Dataset entries:
◇ ◇ ◇ ◇ ◇

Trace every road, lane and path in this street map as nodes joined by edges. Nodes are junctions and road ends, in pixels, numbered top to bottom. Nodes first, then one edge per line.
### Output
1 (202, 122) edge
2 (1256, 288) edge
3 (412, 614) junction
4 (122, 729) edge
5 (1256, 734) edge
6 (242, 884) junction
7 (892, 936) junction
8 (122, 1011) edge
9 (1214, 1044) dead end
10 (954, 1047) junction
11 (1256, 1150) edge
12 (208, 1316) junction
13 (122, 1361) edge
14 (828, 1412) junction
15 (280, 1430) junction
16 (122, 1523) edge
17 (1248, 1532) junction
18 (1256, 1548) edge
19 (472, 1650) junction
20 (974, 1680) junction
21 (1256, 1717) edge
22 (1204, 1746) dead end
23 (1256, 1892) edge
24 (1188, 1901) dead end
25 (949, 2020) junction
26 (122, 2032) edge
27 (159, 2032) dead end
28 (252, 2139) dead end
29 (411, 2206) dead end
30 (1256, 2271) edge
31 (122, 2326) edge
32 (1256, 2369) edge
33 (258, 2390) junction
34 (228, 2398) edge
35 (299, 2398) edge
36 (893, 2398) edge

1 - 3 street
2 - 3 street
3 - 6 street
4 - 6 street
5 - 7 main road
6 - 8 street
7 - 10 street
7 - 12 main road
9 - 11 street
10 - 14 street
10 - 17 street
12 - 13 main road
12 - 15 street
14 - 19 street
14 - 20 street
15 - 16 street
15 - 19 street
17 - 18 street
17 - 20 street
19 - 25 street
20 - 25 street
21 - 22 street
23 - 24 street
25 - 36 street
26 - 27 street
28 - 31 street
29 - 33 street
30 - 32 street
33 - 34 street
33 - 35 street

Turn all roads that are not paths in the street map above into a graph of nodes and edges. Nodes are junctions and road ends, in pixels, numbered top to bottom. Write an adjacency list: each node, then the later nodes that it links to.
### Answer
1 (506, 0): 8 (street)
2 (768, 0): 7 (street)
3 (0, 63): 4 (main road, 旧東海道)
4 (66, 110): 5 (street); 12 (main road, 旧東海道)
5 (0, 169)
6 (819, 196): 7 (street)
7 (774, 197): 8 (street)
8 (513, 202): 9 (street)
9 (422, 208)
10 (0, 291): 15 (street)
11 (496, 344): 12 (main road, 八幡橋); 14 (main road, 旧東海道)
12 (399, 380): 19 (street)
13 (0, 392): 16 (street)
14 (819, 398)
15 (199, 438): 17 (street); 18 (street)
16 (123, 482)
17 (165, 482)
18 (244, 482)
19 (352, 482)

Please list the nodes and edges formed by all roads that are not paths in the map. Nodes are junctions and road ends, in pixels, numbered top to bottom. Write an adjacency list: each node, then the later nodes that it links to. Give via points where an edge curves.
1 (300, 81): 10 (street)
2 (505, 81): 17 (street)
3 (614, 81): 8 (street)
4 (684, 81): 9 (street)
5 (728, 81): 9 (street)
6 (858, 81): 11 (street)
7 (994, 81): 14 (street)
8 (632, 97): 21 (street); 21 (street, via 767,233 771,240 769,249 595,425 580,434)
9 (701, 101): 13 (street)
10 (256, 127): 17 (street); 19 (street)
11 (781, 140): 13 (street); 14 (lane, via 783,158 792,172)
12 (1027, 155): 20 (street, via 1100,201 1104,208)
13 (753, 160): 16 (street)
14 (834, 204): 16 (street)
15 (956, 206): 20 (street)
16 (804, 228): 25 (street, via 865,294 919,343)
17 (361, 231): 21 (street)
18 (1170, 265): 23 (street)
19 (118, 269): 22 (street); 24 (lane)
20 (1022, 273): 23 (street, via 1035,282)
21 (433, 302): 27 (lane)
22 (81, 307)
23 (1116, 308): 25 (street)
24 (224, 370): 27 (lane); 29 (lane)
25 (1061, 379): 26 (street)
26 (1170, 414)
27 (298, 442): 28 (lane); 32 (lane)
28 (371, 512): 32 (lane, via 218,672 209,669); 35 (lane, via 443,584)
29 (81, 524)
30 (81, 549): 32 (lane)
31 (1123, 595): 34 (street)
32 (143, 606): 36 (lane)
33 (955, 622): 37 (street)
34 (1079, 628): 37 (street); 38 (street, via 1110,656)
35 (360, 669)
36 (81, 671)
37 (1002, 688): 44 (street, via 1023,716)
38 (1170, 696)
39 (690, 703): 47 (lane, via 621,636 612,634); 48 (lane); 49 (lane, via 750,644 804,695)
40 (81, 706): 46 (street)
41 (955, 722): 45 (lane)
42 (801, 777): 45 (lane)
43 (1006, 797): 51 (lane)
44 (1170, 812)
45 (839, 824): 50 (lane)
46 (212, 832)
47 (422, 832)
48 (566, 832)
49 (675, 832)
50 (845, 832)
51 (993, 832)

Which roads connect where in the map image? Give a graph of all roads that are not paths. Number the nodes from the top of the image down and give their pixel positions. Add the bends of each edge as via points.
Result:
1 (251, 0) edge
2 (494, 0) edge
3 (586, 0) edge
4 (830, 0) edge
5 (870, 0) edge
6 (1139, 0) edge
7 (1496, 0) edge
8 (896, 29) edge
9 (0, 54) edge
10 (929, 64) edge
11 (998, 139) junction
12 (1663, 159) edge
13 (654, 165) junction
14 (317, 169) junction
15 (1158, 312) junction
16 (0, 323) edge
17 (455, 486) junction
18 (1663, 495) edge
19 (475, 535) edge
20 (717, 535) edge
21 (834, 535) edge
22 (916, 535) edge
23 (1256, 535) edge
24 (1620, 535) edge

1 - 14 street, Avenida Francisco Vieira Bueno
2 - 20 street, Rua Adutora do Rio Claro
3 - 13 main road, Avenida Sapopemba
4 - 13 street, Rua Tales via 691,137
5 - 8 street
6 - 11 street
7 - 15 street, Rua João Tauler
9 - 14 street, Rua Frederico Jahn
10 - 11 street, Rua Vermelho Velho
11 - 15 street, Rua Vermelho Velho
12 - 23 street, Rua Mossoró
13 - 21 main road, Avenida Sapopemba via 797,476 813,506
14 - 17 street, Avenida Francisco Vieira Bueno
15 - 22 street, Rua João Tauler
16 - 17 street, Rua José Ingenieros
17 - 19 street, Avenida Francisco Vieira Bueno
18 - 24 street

◇ ◇ ◇ ◇ ◇

● Try it: The entries above need to be transcribed with no differences at all.

● Exercise result:
Trace every road, lane and path in this street map as nodes joined by edges. Nodes are junctions and road ends, in pixels, numbered top to bottom. Nodes first, then one edge per line.
### Output
1 (202, 122) edge
2 (1256, 288) edge
3 (412, 614) junction
4 (122, 729) edge
5 (1256, 734) edge
6 (242, 884) junction
7 (892, 936) junction
8 (122, 1011) edge
9 (1214, 1044) dead end
10 (954, 1047) junction
11 (1256, 1150) edge
12 (208, 1316) junction
13 (122, 1361) edge
14 (828, 1412) junction
15 (280, 1430) junction
16 (122, 1523) edge
17 (1248, 1532) junction
18 (1256, 1548) edge
19 (472, 1650) junction
20 (974, 1680) junction
21 (1256, 1717) edge
22 (1204, 1746) dead end
23 (1256, 1892) edge
24 (1188, 1901) dead end
25 (949, 2020) junction
26 (122, 2032) edge
27 (159, 2032) dead end
28 (252, 2139) dead end
29 (411, 2206) dead end
30 (1256, 2271) edge
31 (122, 2326) edge
32 (1256, 2369) edge
33 (258, 2390) junction
34 (228, 2398) edge
35 (299, 2398) edge
36 (893, 2398) edge

1 - 3 street
2 - 3 street
3 - 6 street
4 - 6 street
5 - 7 main road
6 - 8 street
7 - 10 street
7 - 12 main road
9 - 11 street
10 - 14 street
10 - 17 street
12 - 13 main road
12 - 15 street
14 - 19 street
14 - 20 street
15 - 16 street
15 - 19 street
17 - 18 street
17 - 20 street
19 - 25 street
20 - 25 street
21 - 22 street
23 - 24 street
25 - 36 street
26 - 27 street
28 - 31 street
29 - 33 street
30 - 32 street
33 - 34 street
33 - 35 street

Turn all roads that are not paths in the street map above into a graph of nodes and edges. Nodes are junctions and road ends, in pixels, numbered top to bottom. Write an adjacency list: each node, then the later nodes that it links to.
### Answer
1 (506, 0): 8 (street)
2 (768, 0): 7 (street)
3 (0, 63): 4 (main road, 旧東海道)
4 (66, 110): 5 (street); 12 (main road, 旧東海道)
5 (0, 169)
6 (819, 196): 7 (street)
7 (774, 197): 8 (street)
8 (513, 202): 9 (street)
9 (422, 208)
10 (0, 291): 15 (street)
11 (496, 344): 12 (main road, 八幡橋); 14 (main road, 旧東海道)
12 (399, 380): 19 (street)
13 (0, 392): 16 (street)
14 (819, 398)
15 (199, 438): 17 (street); 18 (street)
16 (123, 482)
17 (165, 482)
18 (244, 482)
19 (352, 482)

Please list the nodes and edges formed by all roads that are not paths in the map. Nodes are junctions and road ends, in pixels, numbered top to bottom. Write an adjacency list: each node, then the later nodes that it links to. Give via points where an edge curves.
1 (300, 81): 10 (street)
2 (505, 81): 17 (street)
3 (614, 81): 8 (street)
4 (684, 81): 9 (street)
5 (728, 81): 9 (street)
6 (858, 81): 11 (street)
7 (994, 81): 14 (street)
8 (632, 97): 21 (street); 21 (street, via 767,233 771,240 769,249 595,425 580,434)
9 (701, 101): 13 (street)
10 (256, 127): 17 (street); 19 (street)
11 (781, 140): 13 (street); 14 (lane, via 783,158 792,172)
12 (1027, 155): 20 (street, via 1100,201 1104,208)
13 (753, 160): 16 (street)
14 (834, 204): 16 (street)
15 (956, 206): 20 (street)
16 (804, 228): 25 (street, via 865,294 919,343)
17 (361, 231): 21 (street)
18 (1170, 265): 23 (street)
19 (118, 269): 22 (street); 24 (lane)
20 (1022, 273): 23 (street, via 1035,282)
21 (433, 302): 27 (lane)
22 (81, 307)
23 (1116, 308): 25 (street)
24 (224, 370): 27 (lane); 29 (lane)
25 (1061, 379): 26 (street)
26 (1170, 414)
27 (298, 442): 28 (lane); 32 (lane)
28 (371, 512): 32 (lane, via 218,672 209,669); 35 (lane, via 443,584)
29 (81, 524)
30 (81, 549): 32 (lane)
31 (1123, 595): 34 (street)
32 (143, 606): 36 (lane)
33 (955, 622): 37 (street)
34 (1079, 628): 37 (street); 38 (street, via 1110,656)
35 (360, 669)
36 (81, 671)
37 (1002, 688): 44 (street, via 1023,716)
38 (1170, 696)
39 (690, 703): 47 (lane, via 621,636 612,634); 48 (lane); 49 (lane, via 750,644 804,695)
40 (81, 706): 46 (street)
41 (955, 722): 45 (lane)
42 (801, 777): 45 (lane)
43 (1006, 797): 51 (lane)
44 (1170, 812)
45 (839, 824): 50 (lane)
46 (212, 832)
47 (422, 832)
48 (566, 832)
49 (675, 832)
50 (845, 832)
51 (993, 832)

Which roads connect where in the map image? Give a graph of all roads that are not paths. Number the nodes from the top of the image down and give their pixel positions. Add the bends of each edge as via points.
Result:
1 (251, 0) edge
2 (494, 0) edge
3 (586, 0) edge
4 (830, 0) edge
5 (870, 0) edge
6 (1139, 0) edge
7 (1496, 0) edge
8 (896, 29) edge
9 (0, 54) edge
10 (929, 64) edge
11 (998, 139) junction
12 (1663, 159) edge
13 (654, 165) junction
14 (317, 169) junction
15 (1158, 312) junction
16 (0, 323) edge
17 (455, 486) junction
18 (1663, 495) edge
19 (475, 535) edge
20 (717, 535) edge
21 (834, 535) edge
22 (916, 535) edge
23 (1256, 535) edge
24 (1620, 535) edge

1 - 14 street, Avenida Francisco Vieira Bueno
2 - 20 street, Rua Adutora do Rio Claro
3 - 13 main road, Avenida Sapopemba
4 - 13 street, Rua Tales via 691,137
5 - 8 street
6 - 11 street
7 - 15 street, Rua João Tauler
9 - 14 street, Rua Frederico Jahn
10 - 11 street, Rua Vermelho Velho
11 - 15 street, Rua Vermelho Velho
12 - 23 street, Rua Mossoró
13 - 21 main road, Avenida Sapopemba via 797,476 813,506
14 - 17 street, Avenida Francisco Vieira Bueno
15 - 22 street, Rua João Tauler
16 - 17 street, Rua José Ingenieros
17 - 19 street, Avenida Francisco Vieira Bueno
18 - 24 street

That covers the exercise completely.